Fetal lungs provide a signal initiating labor, UT Southwestern researchers find
From left, Dr. Carole Mendelson, Dr. Jennifer Condon and Dr. Pancharatnam Jeyasuria have found evidence that a substance secreted by the lungs of a developing fetus contains the key signal that initiates labor.
DALLAS – March 22, 2004 – A protein released from the lungs of a developing mouse fetus initiates a cascade of chemical events leading to the mother's initiation of labor, researchers at UT Southwestern Medical Center at Dallas have found.
The research, which has implications for humans, marks the first time a link between a specific fetal lung protein and labor has been identified, said Dr. Carole Mendelson, professor of biochemistry and obstetrics and gynecology and senior author of the study. The paper appears in an upcoming issue of the Proceedings of the National Academy of Sciences and is currently available online.
The initiation of term labor is carefully timed to begin only after the embryo is sufficiently mature to survive outside the womb. Previous studies suggested that the signal for labor in humans may arise from the fetus, but the nature of the signal and actual mechanism was unclear, Dr. Mendelson said.
In their study, UT Southwestern researchers found evidence that a substance secreted by the lungs of a developing fetus contains the key signal that initiates labor. The substance, called surfactant, is essential for normal breathing outside the womb.
"We found that a protein within lung surfactant serves as a hormone of labor that signals to the mother's uterus when the fetal lungs are sufficiently mature to withstand the critical transition to air breathing," Dr. Mendelson said.
"No one really understands what causes normal or preterm labor. There may be several chemical pathways that lead to labor, but we think that this surfactant protein, which is also produced by the fetal lung in humans, may be the first hormonal signal for labor," said Dr. Mendelson, who is co-director of the North Texas March of Dimes Birth Defects Center at UT Southwestern.
In humans the signaling protein, called surfactant protein A, or SP-A, also helps immune cells, called macrophages, fight off infections in the lungs of children and adults by gobbling up bacteria, viruses and fungi that infiltrate the lung airway.
"Women who go into preterm labor frequently have an infection of the membranes that surround the fetus, and the number of macrophages in the wall of the uterus increases with the initiation of preterm labor. When women go into labor at term, they also have an increase in macrophages in the uterus," Dr. Mendelson said.

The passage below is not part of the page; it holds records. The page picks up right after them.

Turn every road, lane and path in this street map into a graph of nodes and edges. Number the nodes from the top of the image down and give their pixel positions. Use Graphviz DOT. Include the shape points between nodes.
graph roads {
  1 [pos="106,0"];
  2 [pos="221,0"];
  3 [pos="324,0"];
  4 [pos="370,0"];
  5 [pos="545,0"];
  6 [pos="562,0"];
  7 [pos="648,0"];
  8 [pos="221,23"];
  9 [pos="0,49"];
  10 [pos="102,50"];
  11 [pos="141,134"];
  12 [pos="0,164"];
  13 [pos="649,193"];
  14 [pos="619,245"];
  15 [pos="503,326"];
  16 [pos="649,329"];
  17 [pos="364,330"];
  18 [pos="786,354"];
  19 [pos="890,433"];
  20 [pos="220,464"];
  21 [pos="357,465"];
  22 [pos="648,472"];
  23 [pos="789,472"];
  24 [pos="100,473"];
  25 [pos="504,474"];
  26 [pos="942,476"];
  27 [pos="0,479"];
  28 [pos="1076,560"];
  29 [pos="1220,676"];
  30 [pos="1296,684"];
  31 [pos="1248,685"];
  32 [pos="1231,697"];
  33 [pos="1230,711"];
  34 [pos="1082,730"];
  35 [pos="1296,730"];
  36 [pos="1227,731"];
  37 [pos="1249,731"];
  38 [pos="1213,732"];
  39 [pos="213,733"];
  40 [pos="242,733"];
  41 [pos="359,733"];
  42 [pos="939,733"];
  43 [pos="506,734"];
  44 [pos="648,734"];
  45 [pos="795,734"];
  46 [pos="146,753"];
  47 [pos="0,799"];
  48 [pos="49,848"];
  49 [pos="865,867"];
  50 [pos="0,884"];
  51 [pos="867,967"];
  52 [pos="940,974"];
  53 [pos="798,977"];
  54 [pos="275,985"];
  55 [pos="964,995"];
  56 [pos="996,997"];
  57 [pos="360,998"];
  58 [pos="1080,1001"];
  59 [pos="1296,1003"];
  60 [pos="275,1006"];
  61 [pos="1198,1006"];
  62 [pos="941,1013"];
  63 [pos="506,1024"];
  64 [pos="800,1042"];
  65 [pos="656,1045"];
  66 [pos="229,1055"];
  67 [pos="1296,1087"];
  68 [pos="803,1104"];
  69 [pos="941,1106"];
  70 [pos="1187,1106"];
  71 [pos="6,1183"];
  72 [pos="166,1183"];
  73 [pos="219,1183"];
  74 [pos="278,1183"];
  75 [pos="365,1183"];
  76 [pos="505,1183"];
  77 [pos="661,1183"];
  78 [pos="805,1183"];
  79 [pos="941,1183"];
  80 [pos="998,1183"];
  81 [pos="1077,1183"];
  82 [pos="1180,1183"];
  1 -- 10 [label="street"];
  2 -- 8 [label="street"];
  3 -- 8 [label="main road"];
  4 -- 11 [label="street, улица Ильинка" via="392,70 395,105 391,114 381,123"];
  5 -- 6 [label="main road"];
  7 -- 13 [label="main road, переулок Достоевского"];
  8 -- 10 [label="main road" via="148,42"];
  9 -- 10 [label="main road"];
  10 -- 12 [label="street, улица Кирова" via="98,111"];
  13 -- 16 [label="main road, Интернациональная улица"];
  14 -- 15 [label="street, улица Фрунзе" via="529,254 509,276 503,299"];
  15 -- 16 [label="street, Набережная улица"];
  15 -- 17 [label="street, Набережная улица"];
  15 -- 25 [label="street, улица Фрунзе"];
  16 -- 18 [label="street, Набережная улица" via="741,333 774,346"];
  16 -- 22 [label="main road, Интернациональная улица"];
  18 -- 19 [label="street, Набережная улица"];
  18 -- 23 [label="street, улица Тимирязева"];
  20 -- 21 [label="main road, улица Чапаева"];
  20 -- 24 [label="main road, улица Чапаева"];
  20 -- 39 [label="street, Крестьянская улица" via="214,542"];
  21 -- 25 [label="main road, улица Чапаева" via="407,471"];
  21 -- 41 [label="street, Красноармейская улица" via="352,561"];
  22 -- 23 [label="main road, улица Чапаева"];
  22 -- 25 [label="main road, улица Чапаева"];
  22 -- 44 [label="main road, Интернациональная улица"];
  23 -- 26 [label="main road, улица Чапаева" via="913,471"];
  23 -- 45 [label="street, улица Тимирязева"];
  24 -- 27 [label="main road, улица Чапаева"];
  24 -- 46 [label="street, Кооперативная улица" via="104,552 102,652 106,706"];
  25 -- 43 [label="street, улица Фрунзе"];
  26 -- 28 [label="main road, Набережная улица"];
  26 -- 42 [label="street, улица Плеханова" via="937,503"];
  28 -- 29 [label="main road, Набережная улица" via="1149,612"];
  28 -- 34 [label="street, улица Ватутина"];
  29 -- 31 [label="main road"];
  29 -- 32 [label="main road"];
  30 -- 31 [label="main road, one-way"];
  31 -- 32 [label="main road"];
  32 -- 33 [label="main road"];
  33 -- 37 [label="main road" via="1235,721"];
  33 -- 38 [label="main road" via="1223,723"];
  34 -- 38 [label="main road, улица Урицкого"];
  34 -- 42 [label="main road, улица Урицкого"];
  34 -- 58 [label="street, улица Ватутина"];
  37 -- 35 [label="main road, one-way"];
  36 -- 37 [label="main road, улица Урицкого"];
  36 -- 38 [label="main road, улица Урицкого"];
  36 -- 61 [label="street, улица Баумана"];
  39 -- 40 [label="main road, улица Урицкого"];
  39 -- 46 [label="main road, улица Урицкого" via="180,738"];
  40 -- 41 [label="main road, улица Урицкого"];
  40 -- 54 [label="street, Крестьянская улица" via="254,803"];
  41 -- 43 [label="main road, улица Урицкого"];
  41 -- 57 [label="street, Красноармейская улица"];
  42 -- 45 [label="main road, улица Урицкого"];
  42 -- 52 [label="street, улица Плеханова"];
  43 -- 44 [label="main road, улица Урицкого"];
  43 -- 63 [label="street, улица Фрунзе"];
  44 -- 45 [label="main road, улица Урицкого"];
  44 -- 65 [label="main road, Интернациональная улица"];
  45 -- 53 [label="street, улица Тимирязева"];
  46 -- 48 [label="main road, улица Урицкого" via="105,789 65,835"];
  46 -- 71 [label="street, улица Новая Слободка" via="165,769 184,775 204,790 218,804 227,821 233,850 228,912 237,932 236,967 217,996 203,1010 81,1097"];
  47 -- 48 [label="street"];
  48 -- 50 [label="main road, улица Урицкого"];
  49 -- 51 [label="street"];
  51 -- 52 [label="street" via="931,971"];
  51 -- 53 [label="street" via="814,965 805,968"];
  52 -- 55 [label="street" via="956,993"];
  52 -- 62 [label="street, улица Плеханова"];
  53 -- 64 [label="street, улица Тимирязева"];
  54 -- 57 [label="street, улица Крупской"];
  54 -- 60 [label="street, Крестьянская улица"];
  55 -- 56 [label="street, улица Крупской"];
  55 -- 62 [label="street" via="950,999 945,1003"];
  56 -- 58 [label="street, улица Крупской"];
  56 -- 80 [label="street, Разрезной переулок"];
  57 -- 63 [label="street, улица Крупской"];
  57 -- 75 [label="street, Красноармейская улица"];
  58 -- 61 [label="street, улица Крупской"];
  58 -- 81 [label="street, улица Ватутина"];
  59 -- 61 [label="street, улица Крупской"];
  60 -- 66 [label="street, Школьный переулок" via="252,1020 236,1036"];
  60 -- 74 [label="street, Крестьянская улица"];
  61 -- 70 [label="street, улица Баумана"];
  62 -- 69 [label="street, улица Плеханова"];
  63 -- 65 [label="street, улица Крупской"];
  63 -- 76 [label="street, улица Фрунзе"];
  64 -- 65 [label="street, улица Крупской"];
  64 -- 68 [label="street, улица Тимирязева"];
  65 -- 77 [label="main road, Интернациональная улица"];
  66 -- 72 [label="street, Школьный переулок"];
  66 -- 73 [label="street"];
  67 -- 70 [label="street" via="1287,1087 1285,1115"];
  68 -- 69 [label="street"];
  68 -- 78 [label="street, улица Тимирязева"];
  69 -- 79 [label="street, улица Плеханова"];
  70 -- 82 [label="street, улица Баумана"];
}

This led the researchers to investigate whether there was a connection between what happens during normal labor at term and in infected mothers who go into early labor.
"This also raised the question: If bacterial infection can cause increased macrophage infiltration of the uterus in preterm labor, what is the signal for the enhanced macrophage migration to the uterus at term?" Dr. Mendelson said.
In mice, the developing fetal lung starts producing SP-A at 17 days gestation; full-term delivery occurs at 19 days. The developing human fetus starts producing SP-A in increasing amounts after 30 to 32 weeks of a 40-week normal gestation, at which time the baby's lungs are essentially developed. As the fetus "breathes" amniotic fluid in the womb, the protein is released into the fluid.
"The SP-A protein binds to macrophages in the amniotic fluid, macrophages that come from the fetus itself," said Dr. Jennifer Condon, a postdoctoral researcher in biochemistry and the study's lead author.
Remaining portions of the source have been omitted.